Die Steckverbindungen der Ladeeinrichtung im Bereich Gleichrichter/Kabelbaum auf der linken Seite sowie am Starterrelais auf der rechten Seite (siehe Fotos) bedürfen der Aufmerksamkeit.
Hier kann es im Laufe der Zeit durch Korrosion und Verschmutzung zu erhöhten Übergangswiderständen kommen, die daraus folgende Wärmeentwicklung kann zum Verschmelzen des Steckers bis zum Komplettausfall führen.
Um dem entgegen zu wirken, sollte von Zeit zu Zeit ein Blick auf diese Steckverbindungen geworfen, Verschmutzungen entfernt sowie mit gutem Kontaktspray Zuküntige verhindert werden!

Magnetschalter 01 400 

 

 

 

 

Startprobleme

 Jeder kennt es, nach Saisonende wird das Ding eingemottet und zum Frühjahr verweigert es hartnäckig den Dienst.
Selbst bei Standzeiten von 4 Wochen kann das schon passieren. Grund hierfür ist der heute erhältliche Kraftstoff, die knapp bemessene Batterie und die Lage der Vergaser. Nach dem Abstellen verdampft bereits nach kurzer Zeit durch die Motorwärme die Hälfte des Kraftstoffes, der Rest nimmt mit der Zeit kontinuierlich an Zündfähigkeit ab! Neuer Sprit wird nur bei drehendem Motor in die Vergaser gepumpt, die Benzinpumpe wird von den Zündimpulsen gesteuert.

hawker 400 

Um hier Abhilfe zu schaffen wird ein Taster (Hupenschalter o.Ä.) links unter die Sitzbankverkleidung in der Nähe des Pumpenrelais montiert. Dieser wird nun an das weisse und schwarze Kabel des Pumpenrelais geklemmt (siehe Handbuch, Kraftstoffpumpe/Fördermenge) und die Pumpe kann über den Taster bei eingeschalteter Zündung in Betrieb gesetzt werden ohne den Motor durchdrehen zu müssen. Die Vergaser werden nun mit zündfähigerem Kraftstoff aus dem Tank befüllt.

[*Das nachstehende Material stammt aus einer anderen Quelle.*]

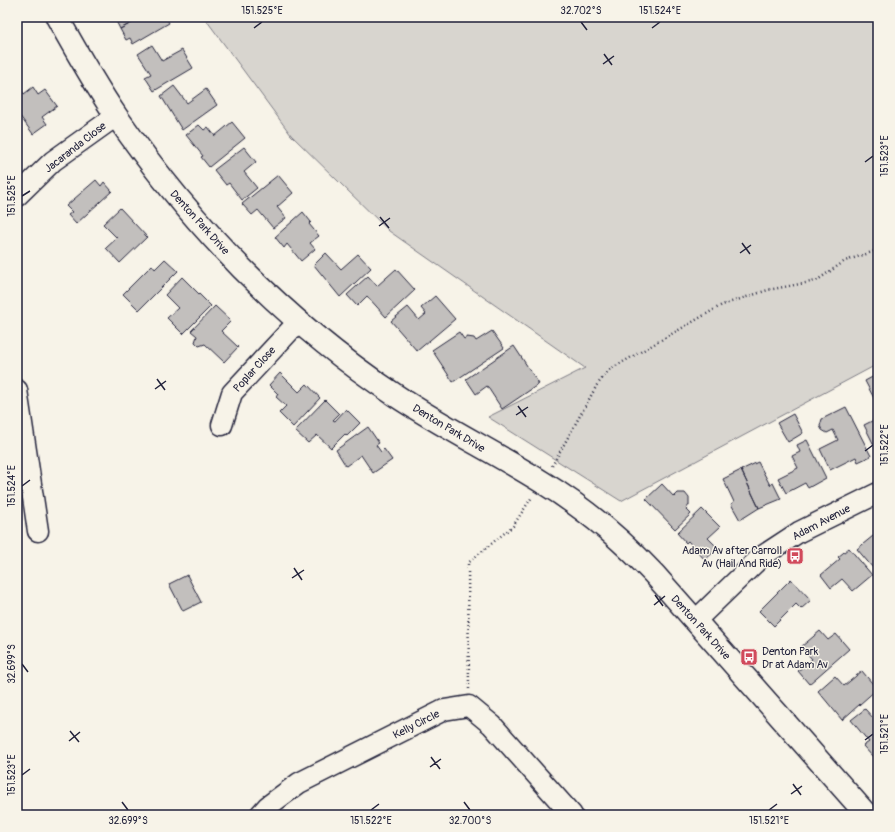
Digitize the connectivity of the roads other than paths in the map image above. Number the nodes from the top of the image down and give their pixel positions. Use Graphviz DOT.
graph roads {
  1 [pos="57,17"];
  2 [pos="116,116"];
  3 [pos="17,196"];
  4 [pos="299,321"];
  5 [pos="17,390"];
  6 [pos="222,425"];
  7 [pos="878,493"];
  8 [pos="38,531"];
  9 [pos="696,620"];
  10 [pos="260,815"];
  11 [pos="572,815"];
  12 [pos="867,815"];
  1 -- 2 [label="main road, Denton Park Drive"];
  2 -- 3 [label="street, Jacaranda Close"];
  2 -- 4 [label="main road, Denton Park Drive"];
  4 -- 6 [label="street, Poplar Close"];
  4 -- 9 [label="main road, Denton Park Drive"];
  5 -- 8 [label="street"];
  7 -- 9 [label="street, Adam Avenue"];
  9 -- 12 [label="main road, Denton Park Drive"];
  10 -- 11 [label="street, Kelly Circle"];
}
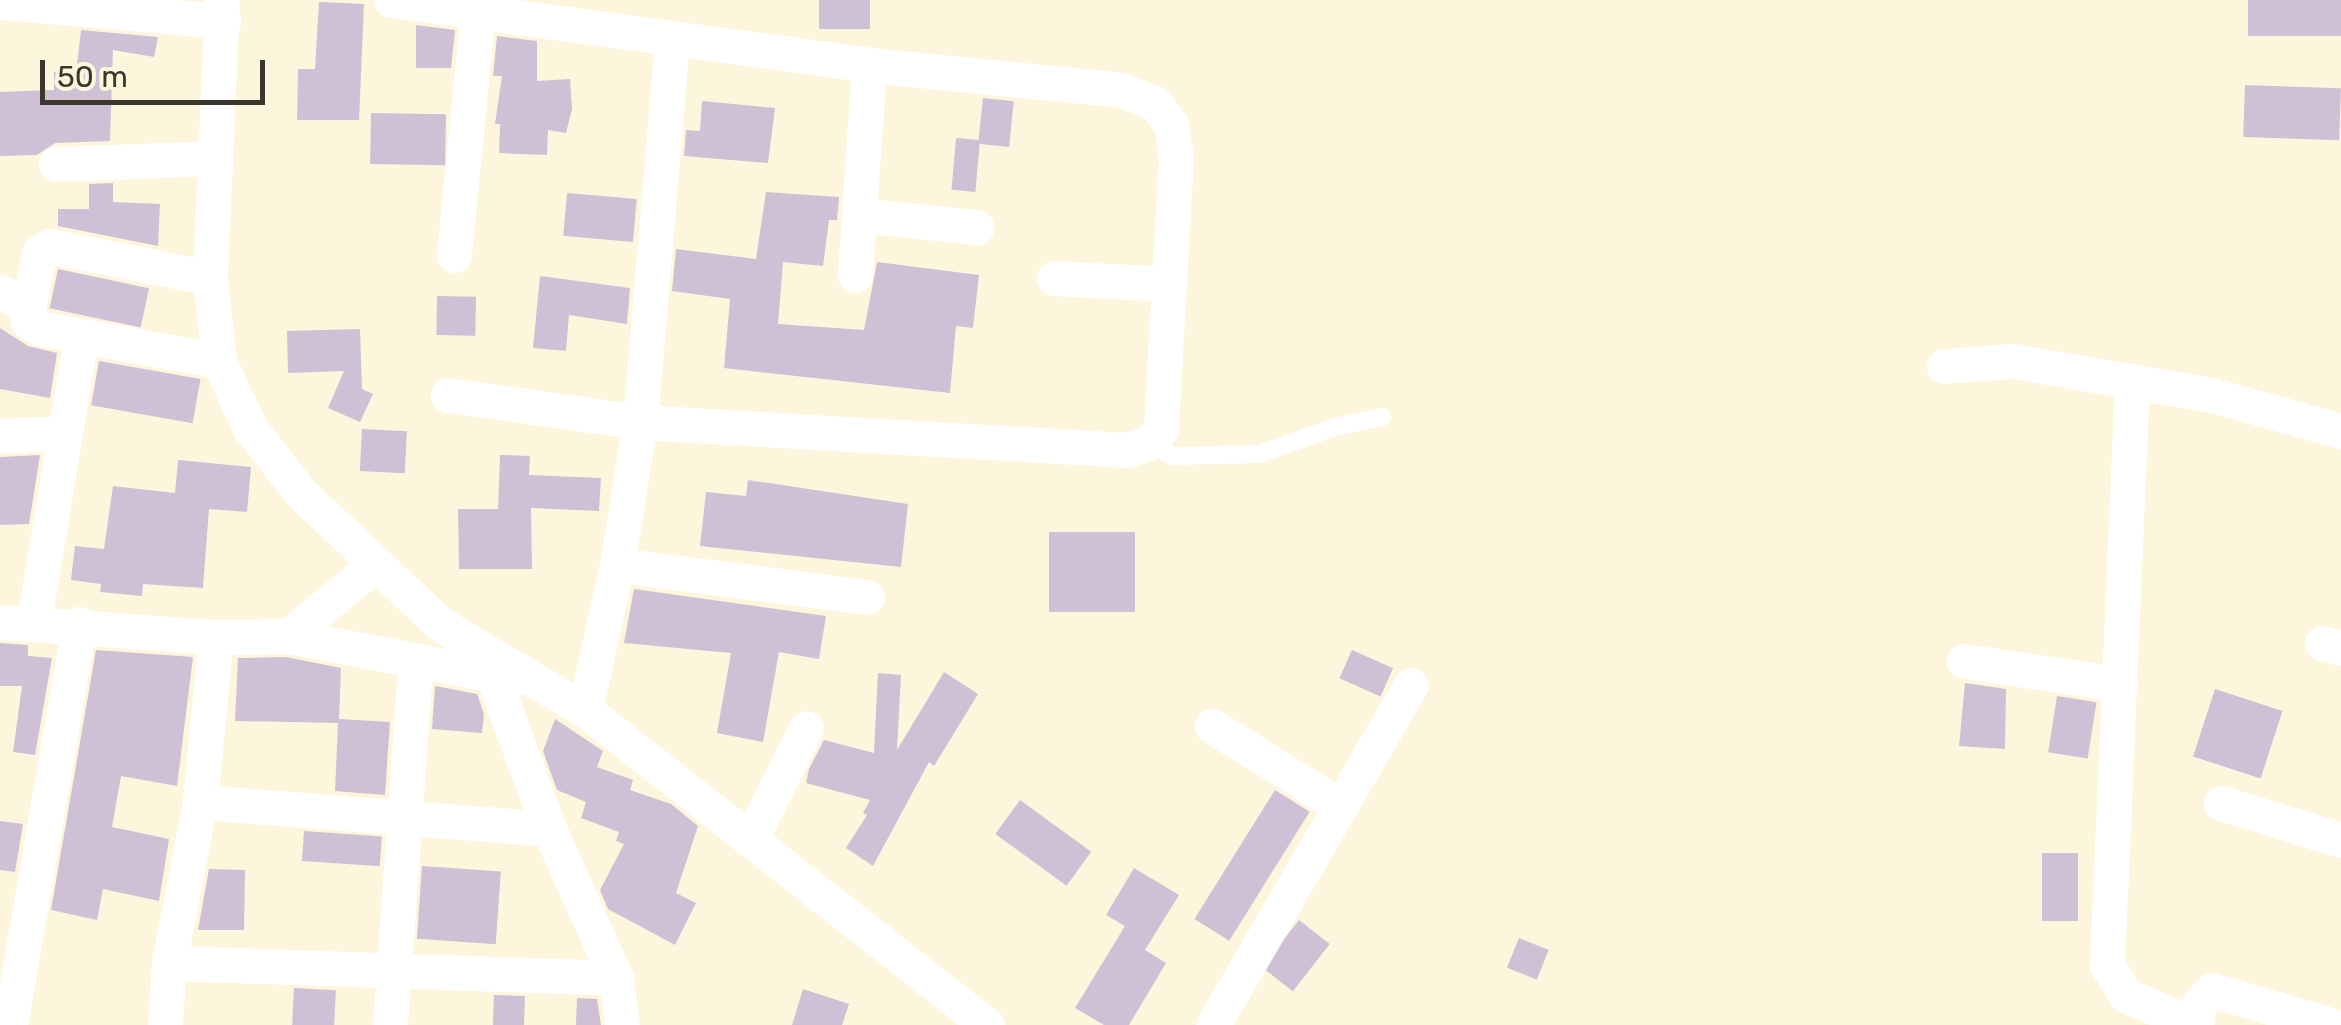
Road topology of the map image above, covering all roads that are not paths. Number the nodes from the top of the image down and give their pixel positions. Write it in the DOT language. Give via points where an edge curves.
graph roads {
  1 [pos="391,0"];
  2 [pos="0,2"];
  3 [pos="222,10"];
  4 [pos="478,10"];
  5 [pos="672,39"];
  6 [pos="869,65"];
  7 [pos="215,158"];
  8 [pos="56,164"];
  9 [pos="859,215"];
  10 [pos="976,227"];
  11 [pos="454,254"];
  12 [pos="854,275"];
  13 [pos="210,278"];
  14 [pos="1054,278"];
  15 [pos="1168,284"];
  16 [pos="15,299"];
  17 [pos="81,338"];
  18 [pos="220,361"];
  19 [pos="1944,366"];
  20 [pos="2132,381"];
  21 [pos="448,395"];
  22 [pos="1382,417"];
  23 [pos="640,422"];
  24 [pos="2341,431"];
  25 [pos="62,433"];
  26 [pos="0,436"];
  27 [pos="1148,444"];
  28 [pos="617,565"];
  29 [pos="374,566"];
  30 [pos="868,598"];
  31 [pos="17,622"];
  32 [pos="79,624"];
  33 [pos="288,636"];
  34 [pos="216,637"];
  35 [pos="1964,661"];
  36 [pos="415,663"];
  37 [pos="492,674"];
  38 [pos="536,684"];
  39 [pos="2120,684"];
  40 [pos="1410,685"];
  41 [pos="585,710"];
  42 [pos="1212,726"];
  43 [pos="806,728"];
  44 [pos="200,802"];
  45 [pos="2221,803"];
  46 [pos="1340,806"];
  47 [pos="401,819"];
  48 [pos="549,829"];
  49 [pos="750,840"];
  50 [pos="2341,840"];
  51 [pos="14,909"];
  52 [pos="169,963"];
  53 [pos="391,967"];
  54 [pos="616,978"];
  55 [pos="10,1025"];
  56 [pos="166,1025"];
  57 [pos="390,1025"];
  58 [pos="622,1025"];
  59 [pos="987,1025"];
  60 [pos="1213,1025"];
  61 [pos="2195,1025"];
  62 [pos="2331,1025"];
  1 -- 4 [label="street"];
  2 -- 3 [label="street"];
  3 -- 7 [label="street"];
  4 -- 5 [label="street"];
  4 -- 11 [label="street"];
  5 -- 6 [label="street"];
  5 -- 23 [label="street"];
  6 -- 9 [label="street"];
  6 -- 15 [label="street" via="1122,90 1155,103 1170,124 1176,158"];
  7 -- 8 [label="street"];
  7 -- 13 [label="street"];
  9 -- 10 [label="street"];
  9 -- 12 [label="street"];
  13 -- 16 [label="street" via="49,246"];
  13 -- 18 [label="street"];
  14 -- 15 [label="street"];
  15 -- 27 [label="street" via="1160,430"];
  16 -- 17 [label="street" via="34,326"];
  17 -- 18 [label="street"];
  17 -- 25 [label="street"];
  18 -- 29 [label="street" via="250,428"];
  19 -- 20 [label="street" via="2013,361"];
  20 -- 24 [label="street"];
  20 -- 39 [label="street"];
  21 -- 23 [label="street"];
  22 -- 27 [label="lane" via="1260,454 1172,456"];
  23 -- 27 [label="street" via="1127,450"];
  23 -- 28 [label="street"];
  25 -- 26 [label="street"];
  25 -- 31 [label="street"];
  28 -- 30 [label="street"];
  28 -- 41 [label="street"];
  29 -- 33 [label="street"];
  29 -- 38 [label="street" via="440,624"];
  31 -- 32 [label="street"];
  32 -- 34 [label="street"];
  32 -- 51 [label="street"];
  33 -- 34 [label="street"];
  33 -- 36 [label="street"];
  34 -- 44 [label="street"];
  35 -- 39 [label="street"];
  36 -- 37 [label="street"];
  36 -- 47 [label="street"];
  37 -- 38 [label="street"];
  37 -- 48 [label="street"];
  38 -- 41 [label="street"];
  39 -- 61 [label="street" via="2107,965 2126,995"];
  40 -- 46 [label="street"];
  41 -- 49 [label="street"];
  42 -- 46 [label="street"];
  43 -- 49 [label="street"];
  44 -- 47 [label="street"];
  44 -- 52 [label="street"];
  45 -- 50 [label="street"];
  46 -- 60 [label="street"];
  47 -- 48 [label="street"];
  47 -- 53 [label="street"];
  48 -- 54 [label="street"];
  49 -- 59 [label="street"];
  51 -- 55 [label="street"];
  52 -- 53 [label="street"];
  52 -- 56 [label="street"];
  53 -- 54 [label="street"];
  53 -- 57 [label="street"];
  54 -- 58 [label="street"];
  61 -- 62 [label="street" via="2200,1002 2212,990"];
}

Zum Thema Batterie kann die Hawker SB6 wärmstens empfohlen werden. Ist zwar kein billiges Vergnügen aber die Vorteile überwiegen. Zum einen fällt das lästige und aufwändige Nachfüllen von Wasser weg, zum anderen kann das Motorrad im Herbst weggestellt werden und ohne Batterieausbau oder Pflege im Frühjahr in Betrieb genommen werden!